◆ **RECORDS SHOWN**:
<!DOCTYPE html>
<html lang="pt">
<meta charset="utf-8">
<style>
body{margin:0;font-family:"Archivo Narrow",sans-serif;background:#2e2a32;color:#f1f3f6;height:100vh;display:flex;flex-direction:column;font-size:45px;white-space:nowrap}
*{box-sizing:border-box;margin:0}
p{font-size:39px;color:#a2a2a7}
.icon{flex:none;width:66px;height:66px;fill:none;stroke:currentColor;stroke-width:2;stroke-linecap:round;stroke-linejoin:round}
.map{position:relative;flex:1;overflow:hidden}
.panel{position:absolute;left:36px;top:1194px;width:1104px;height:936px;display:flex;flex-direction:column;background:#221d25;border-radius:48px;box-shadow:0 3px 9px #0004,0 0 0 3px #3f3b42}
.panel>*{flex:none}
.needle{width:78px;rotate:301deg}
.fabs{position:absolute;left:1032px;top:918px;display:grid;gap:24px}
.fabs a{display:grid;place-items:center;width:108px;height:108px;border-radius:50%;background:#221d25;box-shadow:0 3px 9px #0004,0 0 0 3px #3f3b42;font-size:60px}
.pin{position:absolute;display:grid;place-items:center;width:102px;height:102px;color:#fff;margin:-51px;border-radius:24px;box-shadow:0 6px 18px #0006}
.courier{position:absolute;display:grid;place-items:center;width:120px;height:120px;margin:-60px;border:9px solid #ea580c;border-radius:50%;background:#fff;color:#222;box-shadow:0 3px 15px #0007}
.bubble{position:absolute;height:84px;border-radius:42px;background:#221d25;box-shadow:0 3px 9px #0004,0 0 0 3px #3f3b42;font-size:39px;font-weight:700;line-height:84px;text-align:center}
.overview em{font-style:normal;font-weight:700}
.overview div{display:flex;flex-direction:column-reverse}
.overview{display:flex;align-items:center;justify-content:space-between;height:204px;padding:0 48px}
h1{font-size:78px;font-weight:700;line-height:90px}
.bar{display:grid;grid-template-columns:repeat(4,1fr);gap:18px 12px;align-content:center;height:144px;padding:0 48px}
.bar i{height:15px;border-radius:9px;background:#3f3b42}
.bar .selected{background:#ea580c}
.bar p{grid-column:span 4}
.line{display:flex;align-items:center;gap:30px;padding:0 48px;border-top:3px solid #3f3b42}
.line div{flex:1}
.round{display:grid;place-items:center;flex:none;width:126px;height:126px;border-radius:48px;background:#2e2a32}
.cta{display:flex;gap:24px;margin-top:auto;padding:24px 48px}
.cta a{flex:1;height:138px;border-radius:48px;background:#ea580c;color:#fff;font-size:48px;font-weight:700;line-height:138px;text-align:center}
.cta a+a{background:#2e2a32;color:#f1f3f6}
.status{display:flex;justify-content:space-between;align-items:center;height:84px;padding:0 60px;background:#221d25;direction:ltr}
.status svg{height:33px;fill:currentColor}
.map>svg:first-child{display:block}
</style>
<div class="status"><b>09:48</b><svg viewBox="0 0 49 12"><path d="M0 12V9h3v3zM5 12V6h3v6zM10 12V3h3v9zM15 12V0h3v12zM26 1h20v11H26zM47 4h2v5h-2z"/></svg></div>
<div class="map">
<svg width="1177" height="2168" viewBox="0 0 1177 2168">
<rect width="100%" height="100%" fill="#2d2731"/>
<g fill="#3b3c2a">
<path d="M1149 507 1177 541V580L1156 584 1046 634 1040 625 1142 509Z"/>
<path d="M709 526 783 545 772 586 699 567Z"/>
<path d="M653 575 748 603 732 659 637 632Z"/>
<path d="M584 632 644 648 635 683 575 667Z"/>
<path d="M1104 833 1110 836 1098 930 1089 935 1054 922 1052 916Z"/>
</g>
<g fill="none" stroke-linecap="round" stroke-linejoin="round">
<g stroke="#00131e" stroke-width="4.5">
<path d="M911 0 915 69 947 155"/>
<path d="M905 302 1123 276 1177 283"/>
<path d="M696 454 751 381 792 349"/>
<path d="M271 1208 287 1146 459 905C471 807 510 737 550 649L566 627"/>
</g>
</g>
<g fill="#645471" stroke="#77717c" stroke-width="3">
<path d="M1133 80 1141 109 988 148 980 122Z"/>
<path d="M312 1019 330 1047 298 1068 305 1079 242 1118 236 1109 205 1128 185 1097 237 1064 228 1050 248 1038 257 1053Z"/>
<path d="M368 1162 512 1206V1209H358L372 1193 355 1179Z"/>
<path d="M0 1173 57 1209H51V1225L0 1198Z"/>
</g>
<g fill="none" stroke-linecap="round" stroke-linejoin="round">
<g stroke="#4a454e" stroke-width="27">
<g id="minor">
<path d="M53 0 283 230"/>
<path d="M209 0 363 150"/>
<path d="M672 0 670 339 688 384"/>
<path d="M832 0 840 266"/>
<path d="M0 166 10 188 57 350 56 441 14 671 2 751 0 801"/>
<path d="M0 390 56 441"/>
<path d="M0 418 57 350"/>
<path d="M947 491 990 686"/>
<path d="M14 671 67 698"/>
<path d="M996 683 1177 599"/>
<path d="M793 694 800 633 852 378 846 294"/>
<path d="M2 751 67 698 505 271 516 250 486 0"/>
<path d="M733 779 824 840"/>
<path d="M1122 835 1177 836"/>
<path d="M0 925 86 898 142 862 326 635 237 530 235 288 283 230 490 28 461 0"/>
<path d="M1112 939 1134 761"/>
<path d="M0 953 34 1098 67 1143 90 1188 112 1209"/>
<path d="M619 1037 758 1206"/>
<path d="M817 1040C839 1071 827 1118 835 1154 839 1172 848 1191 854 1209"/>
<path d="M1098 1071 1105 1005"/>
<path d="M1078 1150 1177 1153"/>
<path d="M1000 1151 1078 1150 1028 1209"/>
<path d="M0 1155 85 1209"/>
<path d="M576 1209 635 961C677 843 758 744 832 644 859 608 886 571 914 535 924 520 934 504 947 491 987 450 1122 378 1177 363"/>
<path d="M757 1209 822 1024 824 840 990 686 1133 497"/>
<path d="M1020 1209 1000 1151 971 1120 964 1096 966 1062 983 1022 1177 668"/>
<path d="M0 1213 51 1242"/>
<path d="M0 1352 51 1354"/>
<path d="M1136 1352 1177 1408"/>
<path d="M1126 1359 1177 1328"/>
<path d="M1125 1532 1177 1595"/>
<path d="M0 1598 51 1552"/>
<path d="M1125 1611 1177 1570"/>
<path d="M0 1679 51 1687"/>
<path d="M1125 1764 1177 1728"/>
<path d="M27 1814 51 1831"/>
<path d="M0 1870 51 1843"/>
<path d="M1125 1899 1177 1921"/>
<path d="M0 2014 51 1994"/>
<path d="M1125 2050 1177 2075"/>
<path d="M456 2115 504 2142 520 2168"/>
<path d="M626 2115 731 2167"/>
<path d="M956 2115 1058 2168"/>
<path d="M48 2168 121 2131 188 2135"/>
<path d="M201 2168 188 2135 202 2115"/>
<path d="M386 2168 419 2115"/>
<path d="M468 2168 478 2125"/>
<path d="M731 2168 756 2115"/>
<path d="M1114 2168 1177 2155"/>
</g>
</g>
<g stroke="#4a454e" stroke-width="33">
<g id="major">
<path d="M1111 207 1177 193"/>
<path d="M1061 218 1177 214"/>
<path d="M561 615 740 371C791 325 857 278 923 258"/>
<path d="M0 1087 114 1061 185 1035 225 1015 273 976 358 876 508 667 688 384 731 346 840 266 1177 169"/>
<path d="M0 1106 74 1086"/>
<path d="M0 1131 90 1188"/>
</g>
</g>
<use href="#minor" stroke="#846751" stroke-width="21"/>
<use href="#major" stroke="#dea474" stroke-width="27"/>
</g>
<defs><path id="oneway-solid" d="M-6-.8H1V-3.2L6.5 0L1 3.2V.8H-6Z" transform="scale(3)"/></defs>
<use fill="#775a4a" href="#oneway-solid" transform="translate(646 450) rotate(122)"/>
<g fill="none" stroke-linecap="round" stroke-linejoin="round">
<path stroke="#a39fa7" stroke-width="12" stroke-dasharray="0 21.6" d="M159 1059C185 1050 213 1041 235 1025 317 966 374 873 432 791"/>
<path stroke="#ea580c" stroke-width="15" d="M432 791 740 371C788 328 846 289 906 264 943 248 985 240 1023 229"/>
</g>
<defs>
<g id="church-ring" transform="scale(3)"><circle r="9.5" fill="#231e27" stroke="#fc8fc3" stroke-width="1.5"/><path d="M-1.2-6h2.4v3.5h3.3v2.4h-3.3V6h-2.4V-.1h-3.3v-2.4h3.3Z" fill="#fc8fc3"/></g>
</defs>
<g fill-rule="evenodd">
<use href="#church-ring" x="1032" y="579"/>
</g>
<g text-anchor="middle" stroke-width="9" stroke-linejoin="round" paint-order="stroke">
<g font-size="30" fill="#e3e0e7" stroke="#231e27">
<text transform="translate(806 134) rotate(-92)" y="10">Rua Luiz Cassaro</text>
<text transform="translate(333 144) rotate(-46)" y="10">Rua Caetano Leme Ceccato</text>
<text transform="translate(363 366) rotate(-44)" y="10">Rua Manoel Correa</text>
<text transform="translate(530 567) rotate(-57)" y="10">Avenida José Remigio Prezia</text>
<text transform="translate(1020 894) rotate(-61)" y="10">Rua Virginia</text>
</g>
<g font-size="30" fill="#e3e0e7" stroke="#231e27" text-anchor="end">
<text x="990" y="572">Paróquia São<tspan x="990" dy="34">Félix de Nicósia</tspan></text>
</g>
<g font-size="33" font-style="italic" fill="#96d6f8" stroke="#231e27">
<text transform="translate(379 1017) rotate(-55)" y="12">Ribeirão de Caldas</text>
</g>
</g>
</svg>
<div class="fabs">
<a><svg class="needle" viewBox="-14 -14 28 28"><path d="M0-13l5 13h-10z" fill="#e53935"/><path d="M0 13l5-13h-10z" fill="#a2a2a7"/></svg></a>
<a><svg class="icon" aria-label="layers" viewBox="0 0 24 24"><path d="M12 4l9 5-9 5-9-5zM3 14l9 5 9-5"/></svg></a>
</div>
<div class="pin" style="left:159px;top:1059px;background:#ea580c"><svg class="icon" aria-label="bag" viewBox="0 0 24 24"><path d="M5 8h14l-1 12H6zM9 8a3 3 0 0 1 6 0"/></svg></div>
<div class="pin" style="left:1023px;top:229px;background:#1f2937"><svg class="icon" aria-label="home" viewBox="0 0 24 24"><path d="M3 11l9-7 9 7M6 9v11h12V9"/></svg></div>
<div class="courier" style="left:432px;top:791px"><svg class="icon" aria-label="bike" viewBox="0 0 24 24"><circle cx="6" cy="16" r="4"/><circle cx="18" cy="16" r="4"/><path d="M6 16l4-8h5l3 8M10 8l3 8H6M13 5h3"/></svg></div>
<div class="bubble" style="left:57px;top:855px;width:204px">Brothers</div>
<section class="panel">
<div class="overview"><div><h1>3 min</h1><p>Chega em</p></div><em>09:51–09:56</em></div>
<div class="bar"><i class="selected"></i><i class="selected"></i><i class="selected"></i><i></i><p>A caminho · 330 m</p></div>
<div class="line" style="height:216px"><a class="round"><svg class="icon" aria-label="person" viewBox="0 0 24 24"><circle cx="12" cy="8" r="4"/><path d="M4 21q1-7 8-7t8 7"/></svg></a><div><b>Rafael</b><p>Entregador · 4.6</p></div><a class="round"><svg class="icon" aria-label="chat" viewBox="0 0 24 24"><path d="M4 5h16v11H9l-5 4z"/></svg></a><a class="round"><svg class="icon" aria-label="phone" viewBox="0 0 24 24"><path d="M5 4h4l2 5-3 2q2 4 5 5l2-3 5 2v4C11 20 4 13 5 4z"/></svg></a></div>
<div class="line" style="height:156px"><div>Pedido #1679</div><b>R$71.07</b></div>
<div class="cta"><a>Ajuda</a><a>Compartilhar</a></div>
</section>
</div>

◆ **WHAT YOU WILL DO**:
Please copy each line of the records above that holds the word "currentColor".

◆ **ANSWER BOX**:
.icon{flex:none;width:66px;height:66px;fill:none;stroke:currentColor;stroke-width:2;stroke-linecap:round;stroke-linejoin:round}
.status svg{height:33px;fill:currentColor}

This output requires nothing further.